Суржик жестом пригласил его за свой столик. Чокнулись, выпили. Белов со смаком жевал бутерброд, Суржик рассеяно курил. Довольно долго молчали. Каждый о своем. По буфету туда-сюда, из ресторана на выход, сновали редкие посетители.
И вдруг Валера, неожиданно для себя, рассказал Белову-Булкину все. Так и вывалил на голову добродушного детективщика все свои горести и напасти. Все морги, больницы, притоны наркоманов и «обезьянники» на вокзалах. Начиная с того момента, когда впервые увидел Надю босой на Никитской улице. Белов слушал очень внимательно. Ему не привыкать. Он и не такое в своей жизни слыхивал. Не перебивал и не оглядывался по сторонам. Редкое качество для писателя, умение слушать другого. Будь он хоть детективщиком, хоть кем! Обычно пишущая братия слушает исключительно самих себя.
– Ты стоял у каких-нибудь истоков? – неожиданно спросил Белов, когда Суржик закончил свою сбивчивую исповедь. – Сейчас, выясняется, каждый стоял.

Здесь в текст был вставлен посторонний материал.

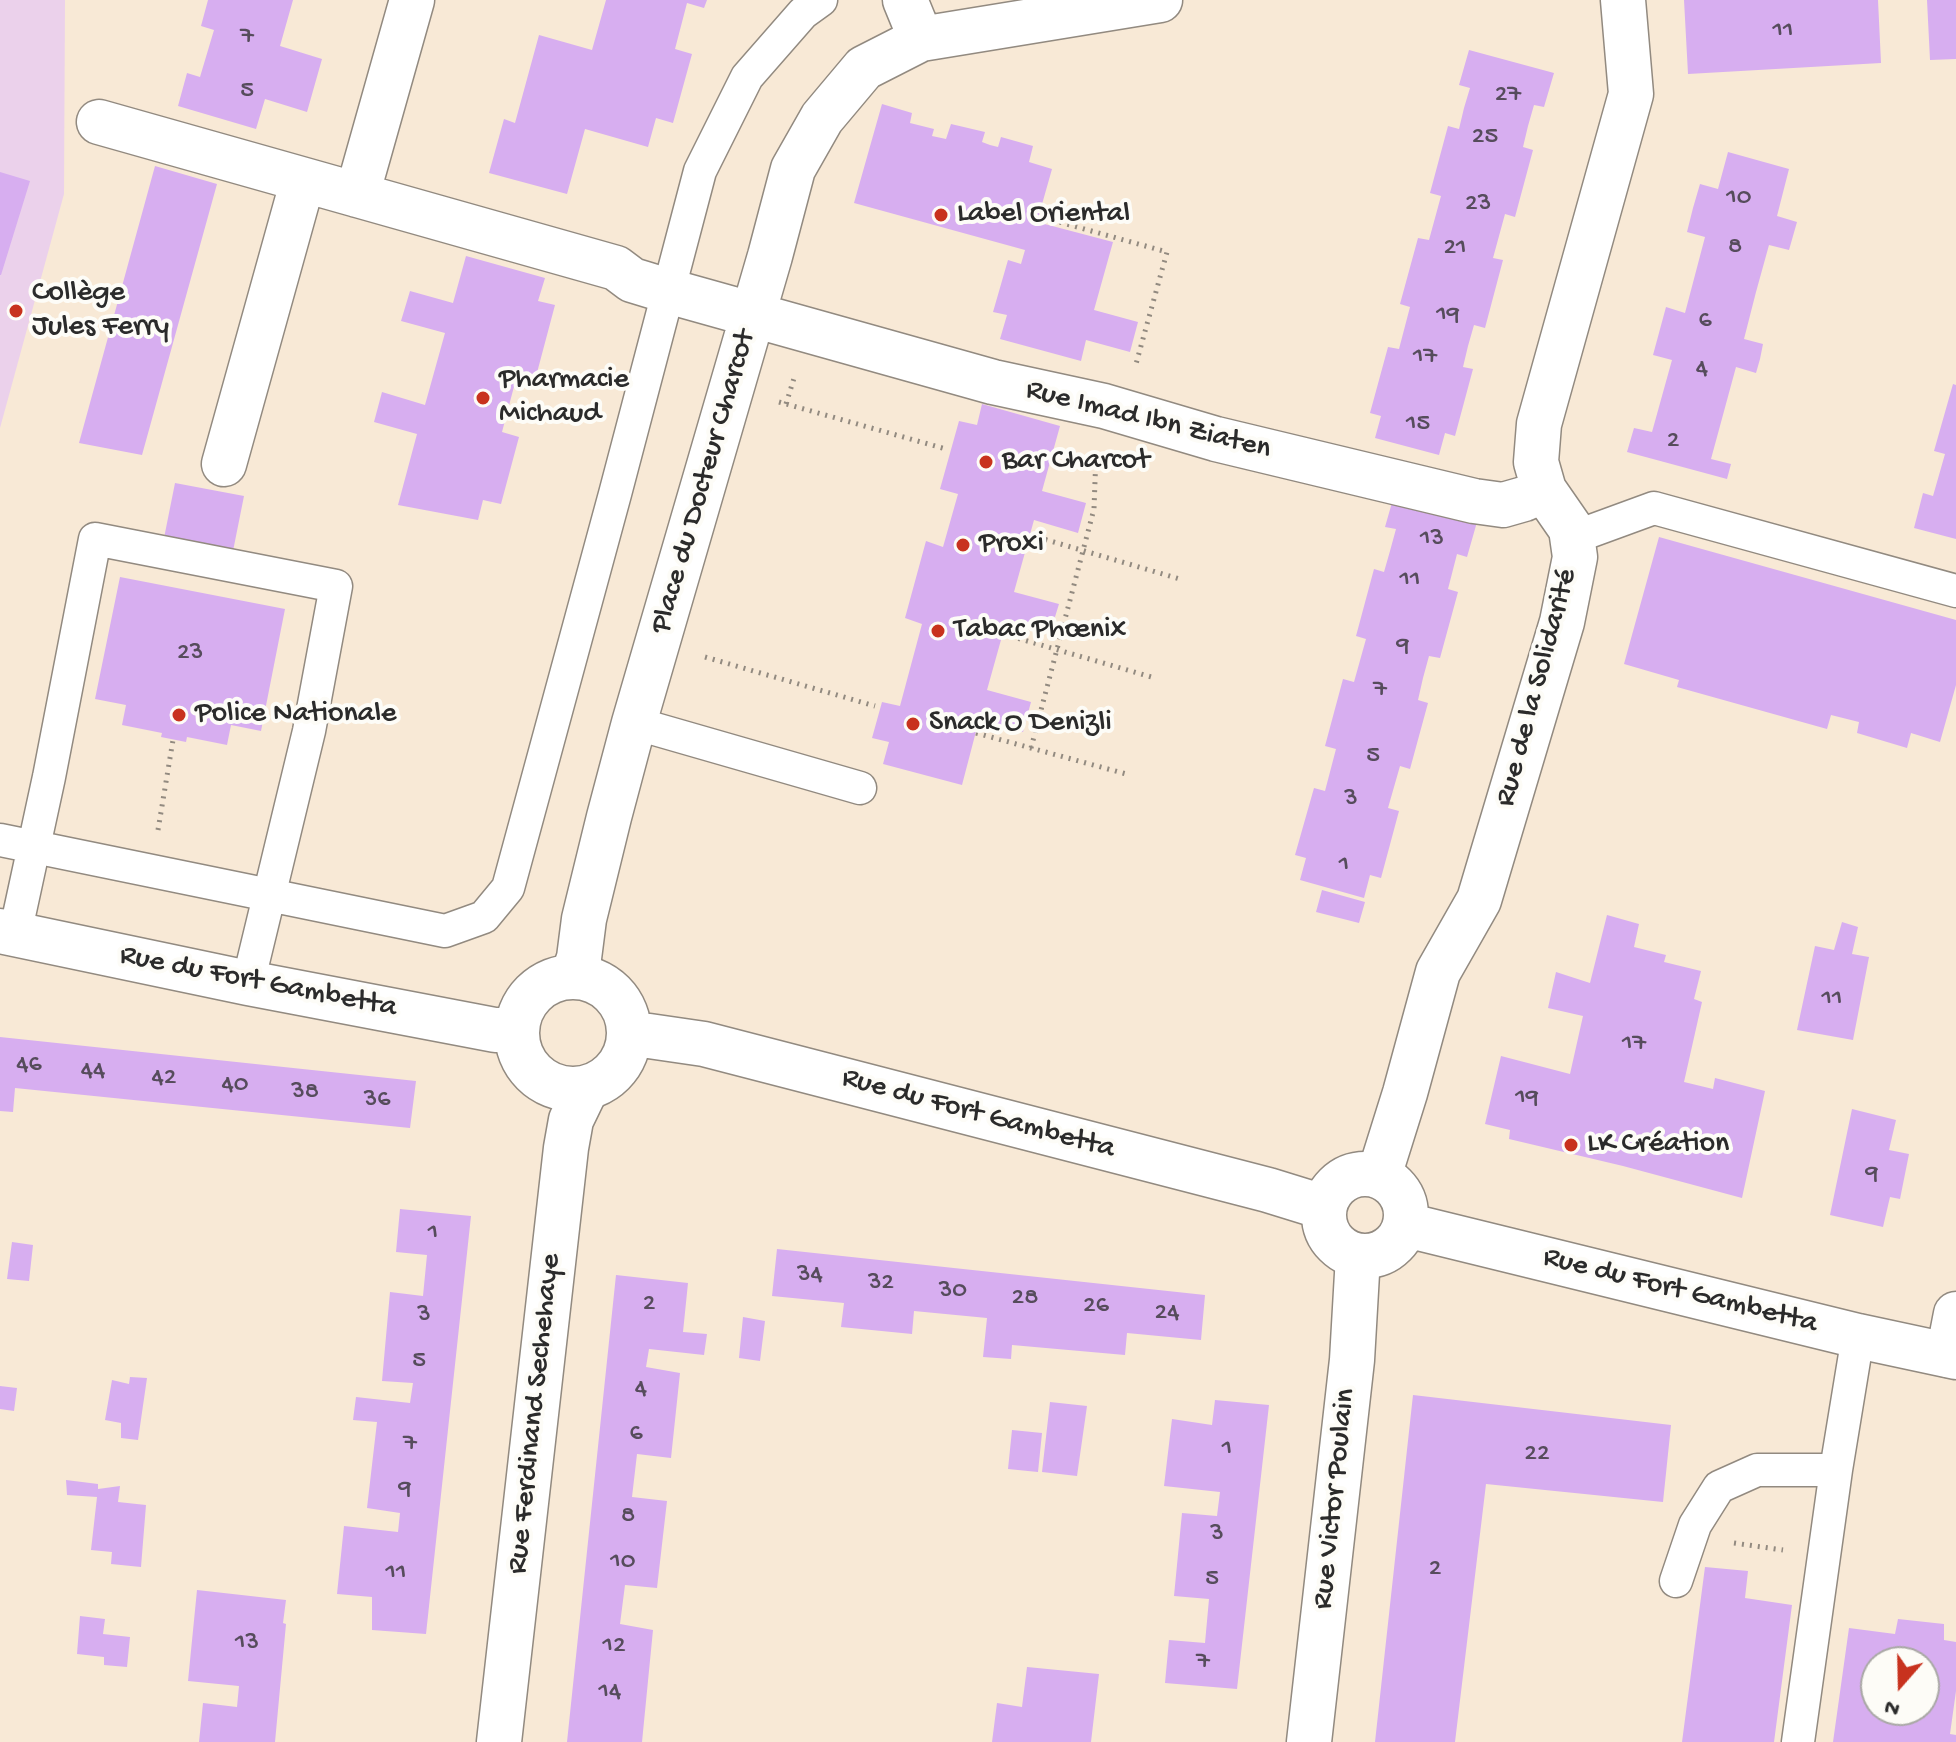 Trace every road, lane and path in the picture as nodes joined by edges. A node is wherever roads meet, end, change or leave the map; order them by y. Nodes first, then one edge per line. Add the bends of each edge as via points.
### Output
1 (412, 0) edge
2 (821, 0) edge
3 (1160, 0) edge
4 (1623, 0) edge
5 (913, 20) edge
6 (99, 122) dead end
7 (303, 180) junction
8 (357, 195) junction
9 (1052, 220) dead end
10 (668, 291) junction
11 (754, 314) junction
12 (732, 389) junction
13 (1114, 409) junction
14 (946, 449) dead end
15 (224, 464) dead end
16 (1544, 490) junction
17 (1030, 535) dead end
18 (1572, 538) junction
19 (1084, 550) junction
20 (1180, 579) dead end
21 (1956, 591) edge
22 (1003, 634) dead end
23 (657, 644) junction
24 (1057, 650) junction
25 (1155, 678) dead end
26 (875, 706) dead end
27 (634, 723) junction
28 (976, 733) dead end
29 (173, 740) dead end
30 (1031, 748) junction
31 (1130, 775) dead end
32 (860, 788) dead end
33 (0, 840) edge
34 (33, 847) junction
35 (151, 870) junction
36 (269, 894) junction
37 (8, 932) edge
38 (573, 976) junction
39 (248, 983) junction
40 (517, 1030) junction
41 (630, 1035) junction
42 (586, 1089) junction
43 (1379, 1176) junction
44 (1323, 1207) junction
45 (1406, 1225) junction
46 (1358, 1256) junction
47 (1858, 1336) junction
48 (1953, 1342) edge
49 (1836, 1470) junction
50 (1690, 1537) junction
51 (1824, 1556) junction
52 (1676, 1581) dead end
53 (499, 1742) edge
54 (1309, 1742) edge
55 (1798, 1742) edge

1 - 8 street
2 - 10 lane via 747,77 700,171
3 - 5 street, Place du Docteur Charcot
4 - 16 street, Rue de la Solidarité via 1631,94 1539,424 1536,462
5 - 11 street, Place du Docteur Charcot via 822,118 793,169
6 - 7 street, Rue Imad Ibn Ziaten
7 - 8 street, Rue Imad Ibn Ziaten
7 - 15 street
8 - 10 street, Rue Imad Ibn Ziaten via 616,268 632,280
9 - 13 path via 1167,252
10 - 11 street, Rue Imad Ibn Ziaten
10 - 36 lane via 508,888 484,917 445,931
11 - 12 street, Place du Docteur Charcot
11 - 13 street, Rue Imad Ibn Ziaten via 993,382
12 - 14 path
12 - 23 street, Place du Docteur Charcot
13 - 16 street, Rue Imad Ibn Ziaten via 1474,501 1503,505
13 - 19 path via 1096,440 1094,509
16 - 18 street, Rue de la Solidarité
17 - 19 path
18 - 21 lane via 1654,508
18 - 43 street, Rue de la Solidarité via 1575,557 1562,622 1479,900 1438,972
19 - 20 path
19 - 24 path
22 - 24 path
23 - 26 path
23 - 27 street, Place du Docteur Charcot
24 - 25 path
24 - 30 path
27 - 32 lane
27 - 38 street, Place du Docteur Charcot
28 - 30 path
29 - 35 path
30 - 31 path
33 - 34 lane
34 - 35 lane
34 - 36 lane via 95,539 336,586 309,731
34 - 37 lane
35 - 36 lane
36 - 39 lane
37 - 39 street, Rue du Fort Gambetta
38 - 40 street via 556,979 529,998
38 - 41 street via 591,979 620,1001
39 - 40 street, Rue du Fort Gambetta
40 - 42 street via 519,1047 537,1076 560,1088
41 - 42 street via 617,1069
41 - 44 street, Rue du Fort Gambetta via 704,1044
42 - 53 street, Rue Ferdinand Sechehaye via 571,1120 566,1148
43 - 44 street via 1345,1178
43 - 45 street via 1402,1195
44 - 46 street via 1330,1239
45 - 46 street via 1388,1250
45 - 47 street, Rue du Fort Gambetta
46 - 54 street, Rue Victor Poulain via 1352,1360
47 - 48 street, Rue du Fort Gambetta
47 - 49 lane
49 - 50 lane via 1757,1470 1719,1487
49 - 51 lane
50 - 51 path
50 - 52 lane
51 - 55 lane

– Ты к чему это? – нахмурился Суржик. – Юмор у тебя…
– Что?
– Хромает на все четыре лапы!
– Извини, хотел развеселить, – виновато улыбнулся Белов.
– Игорек! Мне не до юмора. Помочь чем можешь?
Белов отрицательно помотал головой. Вздохнул и отодвинул пустой стакан в сторону.
– Завидую, – уставившись в одну точку, тихо сказал Белов.
– Что?
– Повезло тебе. Такое выпадает одному из сотни. У меня ничего такого и близко не было. Никогда. Даже в детстве. Я ее помню, твою Мальву. Рыжее солнышко! Видел, правда, только по телевизору, но тебе повезло. Она не такая как все! – с ударением произнес Билл Белов. Помолчал и добавил. – Даже если вы больше не встретитесь…
– Заткнись! – резко перебил его Суржик.
Билл Белов на некоторое время замолчал. Потом встряхнулся, буквально как собака после купания. Помотал головой, передернул плечами и продолжил:
– В нашу контору ты уже обращался? Значит, больше нет смысла. Есть, конечно, кое-какие связи, контакты. Только какой от них прок. Ну, позвонит кто-то из моих друзей, больших начальников, устроит кому-то разнос, твоя Мальва от этого раньше не отыщется. Поверь мне. Мы все – просто люди. Отнюдь не Боги.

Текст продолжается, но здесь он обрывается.